#### EXERCISE AIM
Go through the data below and return each line where the string "paths" appears.

#### INPUT DATA
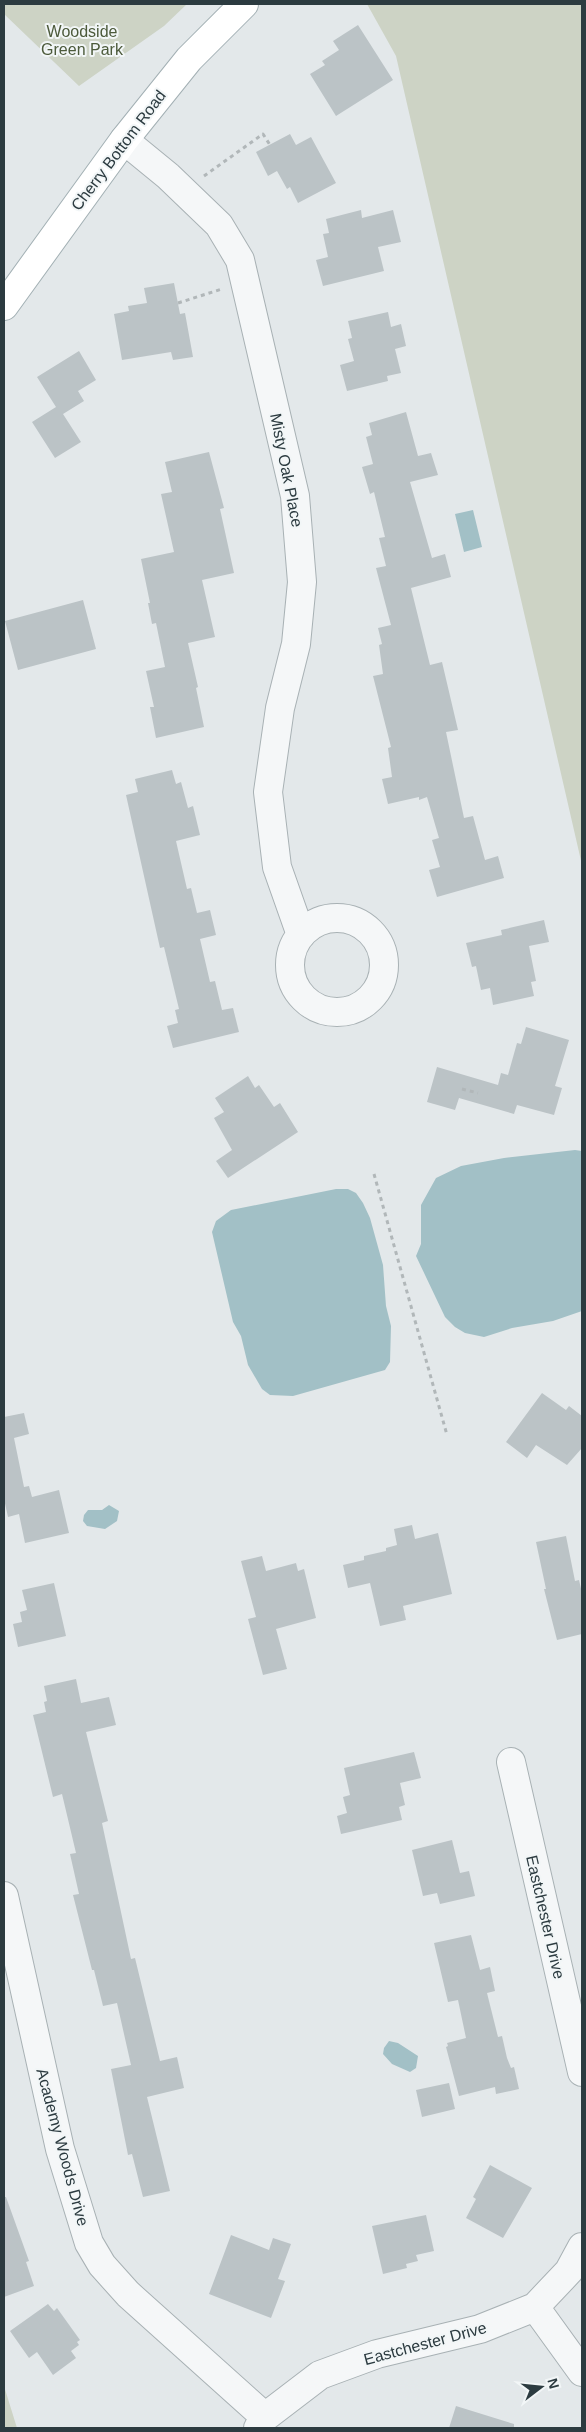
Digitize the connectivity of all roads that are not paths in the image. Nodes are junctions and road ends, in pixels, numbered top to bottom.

---

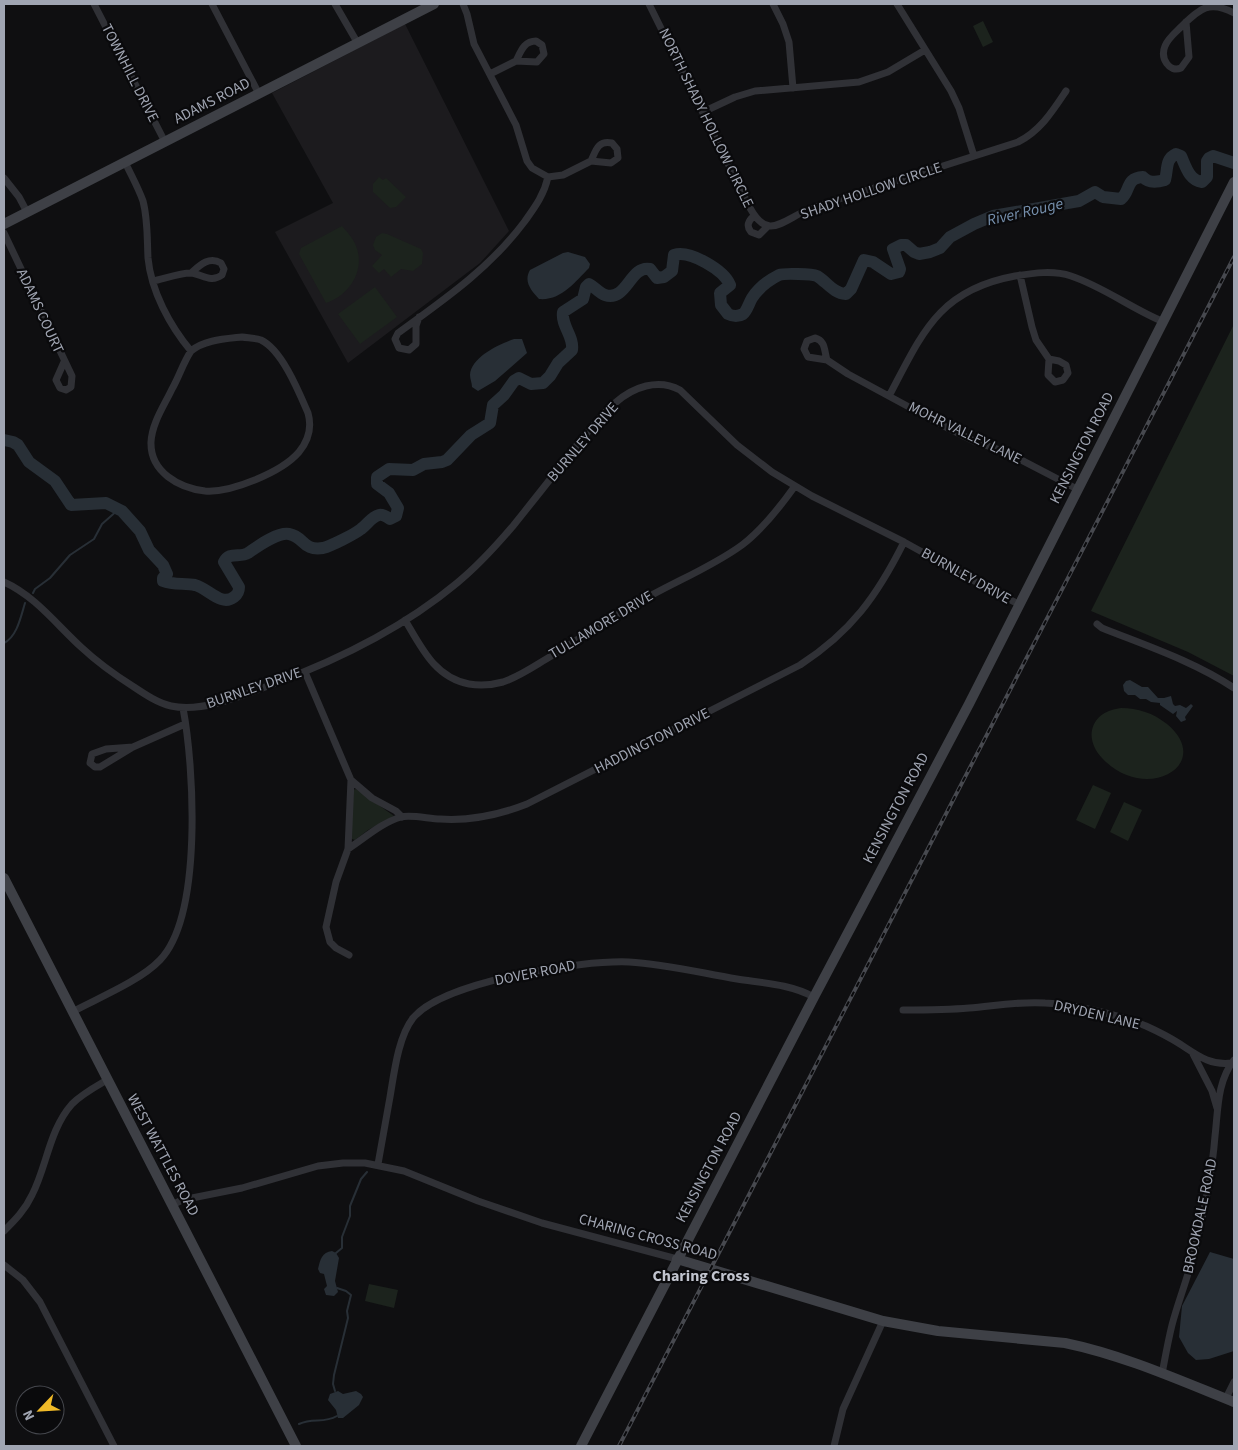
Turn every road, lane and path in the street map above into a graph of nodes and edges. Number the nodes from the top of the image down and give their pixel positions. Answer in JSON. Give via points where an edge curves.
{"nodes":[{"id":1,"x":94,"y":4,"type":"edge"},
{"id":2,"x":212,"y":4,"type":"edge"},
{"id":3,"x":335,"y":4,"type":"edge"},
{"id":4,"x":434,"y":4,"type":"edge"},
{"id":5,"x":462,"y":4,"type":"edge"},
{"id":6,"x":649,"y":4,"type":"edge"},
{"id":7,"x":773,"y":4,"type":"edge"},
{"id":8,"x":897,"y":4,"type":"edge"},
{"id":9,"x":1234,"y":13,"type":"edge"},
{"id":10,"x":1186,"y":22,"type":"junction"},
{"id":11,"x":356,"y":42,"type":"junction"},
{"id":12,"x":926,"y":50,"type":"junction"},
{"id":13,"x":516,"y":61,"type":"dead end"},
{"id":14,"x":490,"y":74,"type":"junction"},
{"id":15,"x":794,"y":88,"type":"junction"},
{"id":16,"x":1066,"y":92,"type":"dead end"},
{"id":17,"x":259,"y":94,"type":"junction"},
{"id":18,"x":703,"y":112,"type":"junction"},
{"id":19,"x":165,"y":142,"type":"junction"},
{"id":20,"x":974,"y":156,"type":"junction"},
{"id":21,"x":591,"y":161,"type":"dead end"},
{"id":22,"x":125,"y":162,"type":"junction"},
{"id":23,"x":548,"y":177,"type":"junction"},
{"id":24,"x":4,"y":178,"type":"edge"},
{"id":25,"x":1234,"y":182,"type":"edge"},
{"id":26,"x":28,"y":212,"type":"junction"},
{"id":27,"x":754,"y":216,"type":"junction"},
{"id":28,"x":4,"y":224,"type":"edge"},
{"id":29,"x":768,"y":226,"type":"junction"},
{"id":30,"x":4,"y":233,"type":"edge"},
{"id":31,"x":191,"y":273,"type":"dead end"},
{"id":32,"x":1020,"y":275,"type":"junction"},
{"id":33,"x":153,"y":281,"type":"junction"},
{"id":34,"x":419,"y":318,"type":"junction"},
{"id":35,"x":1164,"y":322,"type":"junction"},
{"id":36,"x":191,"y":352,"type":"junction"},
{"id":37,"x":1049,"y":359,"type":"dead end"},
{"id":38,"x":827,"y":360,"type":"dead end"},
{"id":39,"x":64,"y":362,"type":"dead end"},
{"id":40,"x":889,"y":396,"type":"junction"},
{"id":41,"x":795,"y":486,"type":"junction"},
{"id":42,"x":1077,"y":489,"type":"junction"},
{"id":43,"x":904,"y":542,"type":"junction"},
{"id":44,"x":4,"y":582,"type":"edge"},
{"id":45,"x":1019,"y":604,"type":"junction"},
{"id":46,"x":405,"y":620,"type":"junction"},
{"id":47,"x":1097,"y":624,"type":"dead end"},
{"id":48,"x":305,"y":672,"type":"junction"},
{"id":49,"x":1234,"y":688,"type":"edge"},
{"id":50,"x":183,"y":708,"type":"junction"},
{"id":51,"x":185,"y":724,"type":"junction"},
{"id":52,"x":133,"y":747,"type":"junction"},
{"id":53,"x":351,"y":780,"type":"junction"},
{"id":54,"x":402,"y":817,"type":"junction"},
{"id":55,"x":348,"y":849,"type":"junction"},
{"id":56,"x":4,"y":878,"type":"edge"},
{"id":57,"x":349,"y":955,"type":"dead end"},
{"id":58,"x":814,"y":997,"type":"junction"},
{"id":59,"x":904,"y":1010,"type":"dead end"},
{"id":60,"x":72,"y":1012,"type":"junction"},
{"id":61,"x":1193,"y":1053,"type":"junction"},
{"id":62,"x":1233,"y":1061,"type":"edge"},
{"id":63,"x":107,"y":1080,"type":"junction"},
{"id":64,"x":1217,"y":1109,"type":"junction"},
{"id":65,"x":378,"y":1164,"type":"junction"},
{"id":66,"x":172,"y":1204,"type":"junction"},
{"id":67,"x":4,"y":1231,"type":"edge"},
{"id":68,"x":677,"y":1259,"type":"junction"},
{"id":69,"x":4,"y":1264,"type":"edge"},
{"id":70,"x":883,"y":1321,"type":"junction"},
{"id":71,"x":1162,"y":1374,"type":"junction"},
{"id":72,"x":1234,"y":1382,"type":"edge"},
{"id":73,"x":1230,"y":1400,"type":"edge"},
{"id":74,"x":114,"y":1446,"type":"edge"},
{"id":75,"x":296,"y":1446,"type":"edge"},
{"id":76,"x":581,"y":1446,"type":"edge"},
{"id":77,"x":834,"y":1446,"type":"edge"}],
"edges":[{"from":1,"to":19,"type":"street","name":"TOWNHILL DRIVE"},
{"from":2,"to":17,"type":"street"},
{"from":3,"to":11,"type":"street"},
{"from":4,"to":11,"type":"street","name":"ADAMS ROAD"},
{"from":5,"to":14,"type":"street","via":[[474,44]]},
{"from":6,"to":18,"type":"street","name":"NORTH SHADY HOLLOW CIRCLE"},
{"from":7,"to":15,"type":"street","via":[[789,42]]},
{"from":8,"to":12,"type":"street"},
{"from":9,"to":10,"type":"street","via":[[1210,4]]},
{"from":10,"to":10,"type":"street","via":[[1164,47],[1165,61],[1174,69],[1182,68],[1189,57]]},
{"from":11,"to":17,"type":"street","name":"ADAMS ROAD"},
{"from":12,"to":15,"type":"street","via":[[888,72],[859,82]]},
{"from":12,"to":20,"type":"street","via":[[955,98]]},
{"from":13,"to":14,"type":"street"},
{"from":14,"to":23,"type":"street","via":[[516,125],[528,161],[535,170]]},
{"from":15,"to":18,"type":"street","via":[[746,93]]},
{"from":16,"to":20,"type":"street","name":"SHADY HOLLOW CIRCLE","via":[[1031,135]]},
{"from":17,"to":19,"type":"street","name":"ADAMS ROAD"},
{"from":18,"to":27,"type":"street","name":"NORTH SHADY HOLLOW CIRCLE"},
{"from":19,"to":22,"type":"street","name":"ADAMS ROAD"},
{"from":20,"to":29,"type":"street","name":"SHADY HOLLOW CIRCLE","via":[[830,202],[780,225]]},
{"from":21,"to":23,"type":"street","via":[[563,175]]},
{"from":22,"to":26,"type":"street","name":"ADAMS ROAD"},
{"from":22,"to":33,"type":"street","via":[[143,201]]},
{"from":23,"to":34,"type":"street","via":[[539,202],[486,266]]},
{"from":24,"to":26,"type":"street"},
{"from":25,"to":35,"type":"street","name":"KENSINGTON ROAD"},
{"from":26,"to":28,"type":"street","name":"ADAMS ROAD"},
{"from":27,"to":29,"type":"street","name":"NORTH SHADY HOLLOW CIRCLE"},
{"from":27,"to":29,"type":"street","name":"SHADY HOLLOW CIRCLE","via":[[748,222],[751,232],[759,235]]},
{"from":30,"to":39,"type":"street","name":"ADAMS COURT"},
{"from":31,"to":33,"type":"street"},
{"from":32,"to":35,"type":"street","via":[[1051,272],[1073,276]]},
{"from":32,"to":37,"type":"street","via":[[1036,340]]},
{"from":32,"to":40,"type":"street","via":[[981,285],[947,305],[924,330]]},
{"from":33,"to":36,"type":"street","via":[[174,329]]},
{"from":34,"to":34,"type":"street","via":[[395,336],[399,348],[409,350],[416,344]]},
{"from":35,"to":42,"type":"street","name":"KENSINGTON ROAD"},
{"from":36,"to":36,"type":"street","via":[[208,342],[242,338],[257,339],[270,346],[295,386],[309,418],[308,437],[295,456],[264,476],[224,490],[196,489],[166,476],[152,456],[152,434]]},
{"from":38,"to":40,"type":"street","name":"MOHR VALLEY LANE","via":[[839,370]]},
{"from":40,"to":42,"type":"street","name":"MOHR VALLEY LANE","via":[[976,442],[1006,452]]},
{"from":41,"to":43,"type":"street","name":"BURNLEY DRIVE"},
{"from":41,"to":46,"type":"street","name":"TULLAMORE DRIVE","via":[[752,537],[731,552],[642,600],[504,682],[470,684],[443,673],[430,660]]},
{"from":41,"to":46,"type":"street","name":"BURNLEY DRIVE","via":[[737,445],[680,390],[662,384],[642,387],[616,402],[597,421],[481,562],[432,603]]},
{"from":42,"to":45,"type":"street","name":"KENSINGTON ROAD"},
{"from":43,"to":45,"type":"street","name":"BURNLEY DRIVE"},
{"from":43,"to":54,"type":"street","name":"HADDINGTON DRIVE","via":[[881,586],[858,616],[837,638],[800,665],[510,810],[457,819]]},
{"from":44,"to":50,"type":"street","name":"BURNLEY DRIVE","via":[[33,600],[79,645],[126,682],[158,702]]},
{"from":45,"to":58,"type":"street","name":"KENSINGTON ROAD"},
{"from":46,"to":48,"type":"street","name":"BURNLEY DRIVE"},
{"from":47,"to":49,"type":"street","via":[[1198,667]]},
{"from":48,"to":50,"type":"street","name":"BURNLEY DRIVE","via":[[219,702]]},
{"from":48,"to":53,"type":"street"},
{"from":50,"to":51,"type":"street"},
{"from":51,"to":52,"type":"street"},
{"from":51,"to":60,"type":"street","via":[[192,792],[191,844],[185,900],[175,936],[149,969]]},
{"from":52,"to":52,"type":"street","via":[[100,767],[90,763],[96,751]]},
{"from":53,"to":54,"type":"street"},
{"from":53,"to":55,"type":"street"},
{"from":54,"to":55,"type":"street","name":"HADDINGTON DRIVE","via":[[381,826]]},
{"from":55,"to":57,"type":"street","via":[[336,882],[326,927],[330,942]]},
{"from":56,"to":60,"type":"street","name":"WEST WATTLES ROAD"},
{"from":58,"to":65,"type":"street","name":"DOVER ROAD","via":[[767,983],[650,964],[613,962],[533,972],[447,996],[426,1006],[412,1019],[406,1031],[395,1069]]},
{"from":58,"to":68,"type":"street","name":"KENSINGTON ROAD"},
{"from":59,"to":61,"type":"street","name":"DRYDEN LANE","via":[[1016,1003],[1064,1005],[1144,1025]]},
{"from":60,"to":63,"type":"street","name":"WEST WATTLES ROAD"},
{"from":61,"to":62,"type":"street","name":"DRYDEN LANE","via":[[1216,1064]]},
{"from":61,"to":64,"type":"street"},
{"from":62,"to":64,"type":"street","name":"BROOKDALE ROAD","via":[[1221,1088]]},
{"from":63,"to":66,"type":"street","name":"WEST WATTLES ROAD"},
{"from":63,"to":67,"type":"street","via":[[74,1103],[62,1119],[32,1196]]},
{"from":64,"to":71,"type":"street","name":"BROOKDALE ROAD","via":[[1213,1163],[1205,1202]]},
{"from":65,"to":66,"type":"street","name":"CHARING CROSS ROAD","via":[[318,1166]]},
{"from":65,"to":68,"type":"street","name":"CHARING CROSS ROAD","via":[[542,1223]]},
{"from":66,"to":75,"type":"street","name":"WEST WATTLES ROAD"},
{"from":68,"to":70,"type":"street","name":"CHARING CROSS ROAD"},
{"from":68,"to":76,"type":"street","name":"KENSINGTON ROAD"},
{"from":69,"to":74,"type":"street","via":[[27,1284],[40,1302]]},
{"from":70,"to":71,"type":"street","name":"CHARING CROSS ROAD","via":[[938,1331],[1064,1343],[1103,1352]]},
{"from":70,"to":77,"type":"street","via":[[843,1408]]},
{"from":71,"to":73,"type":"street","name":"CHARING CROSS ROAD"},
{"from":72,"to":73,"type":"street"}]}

---

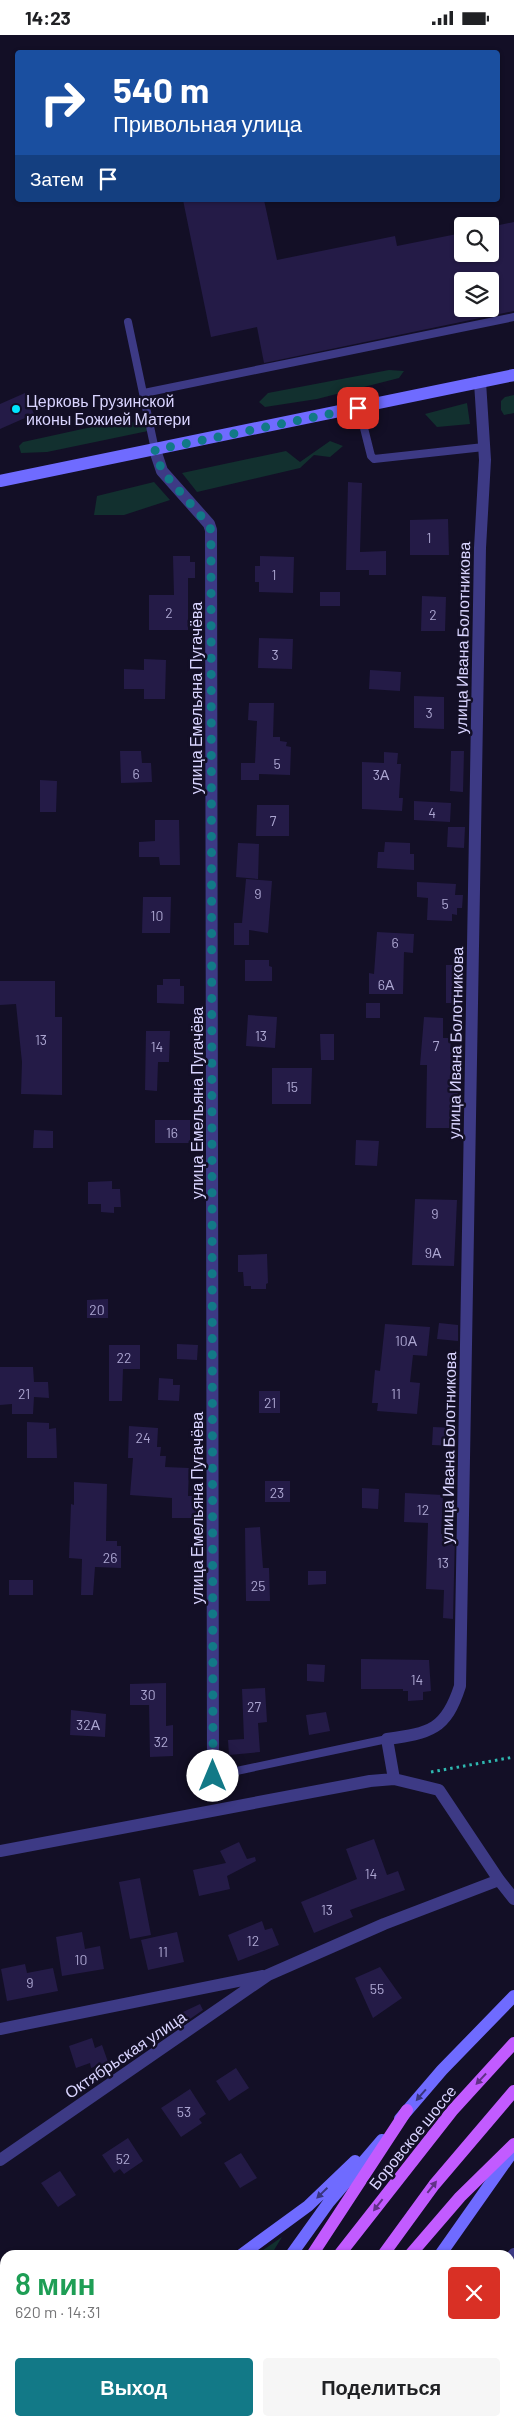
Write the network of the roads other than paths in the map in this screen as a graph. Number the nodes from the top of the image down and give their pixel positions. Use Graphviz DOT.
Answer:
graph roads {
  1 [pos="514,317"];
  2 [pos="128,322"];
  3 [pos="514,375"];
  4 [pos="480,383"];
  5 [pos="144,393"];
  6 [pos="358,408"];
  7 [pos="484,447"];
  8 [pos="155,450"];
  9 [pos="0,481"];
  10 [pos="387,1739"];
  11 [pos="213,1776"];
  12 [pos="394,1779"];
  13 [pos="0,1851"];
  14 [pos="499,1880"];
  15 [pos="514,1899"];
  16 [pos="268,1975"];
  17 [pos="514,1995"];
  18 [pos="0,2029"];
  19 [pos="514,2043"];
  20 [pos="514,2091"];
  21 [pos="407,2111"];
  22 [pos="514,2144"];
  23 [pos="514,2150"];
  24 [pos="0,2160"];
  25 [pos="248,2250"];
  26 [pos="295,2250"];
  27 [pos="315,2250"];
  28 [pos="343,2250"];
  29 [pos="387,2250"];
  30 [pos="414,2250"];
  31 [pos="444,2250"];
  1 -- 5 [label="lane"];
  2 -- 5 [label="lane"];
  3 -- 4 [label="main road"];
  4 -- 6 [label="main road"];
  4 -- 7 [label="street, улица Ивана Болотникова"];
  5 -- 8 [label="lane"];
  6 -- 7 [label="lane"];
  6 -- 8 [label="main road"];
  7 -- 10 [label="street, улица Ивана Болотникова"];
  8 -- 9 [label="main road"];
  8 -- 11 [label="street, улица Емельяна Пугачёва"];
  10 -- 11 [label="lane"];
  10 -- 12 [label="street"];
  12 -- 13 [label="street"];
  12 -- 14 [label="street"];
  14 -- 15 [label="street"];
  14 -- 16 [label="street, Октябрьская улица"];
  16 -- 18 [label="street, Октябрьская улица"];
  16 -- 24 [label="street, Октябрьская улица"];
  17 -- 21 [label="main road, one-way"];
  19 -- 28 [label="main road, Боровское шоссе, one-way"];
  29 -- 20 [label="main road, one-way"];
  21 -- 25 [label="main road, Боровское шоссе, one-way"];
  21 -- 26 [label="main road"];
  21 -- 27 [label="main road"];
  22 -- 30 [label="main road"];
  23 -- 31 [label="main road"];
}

#### THE COMPLETED TASK
Digitize the connectivity of all roads that are not paths in the image. Nodes are junctions and road ends, in pixels, numbered top to bottom.
Write the network of the roads other than paths in the map in this screen as a graph. Number the nodes from the top of the image down and give their pixel positions. Use Graphviz DOT.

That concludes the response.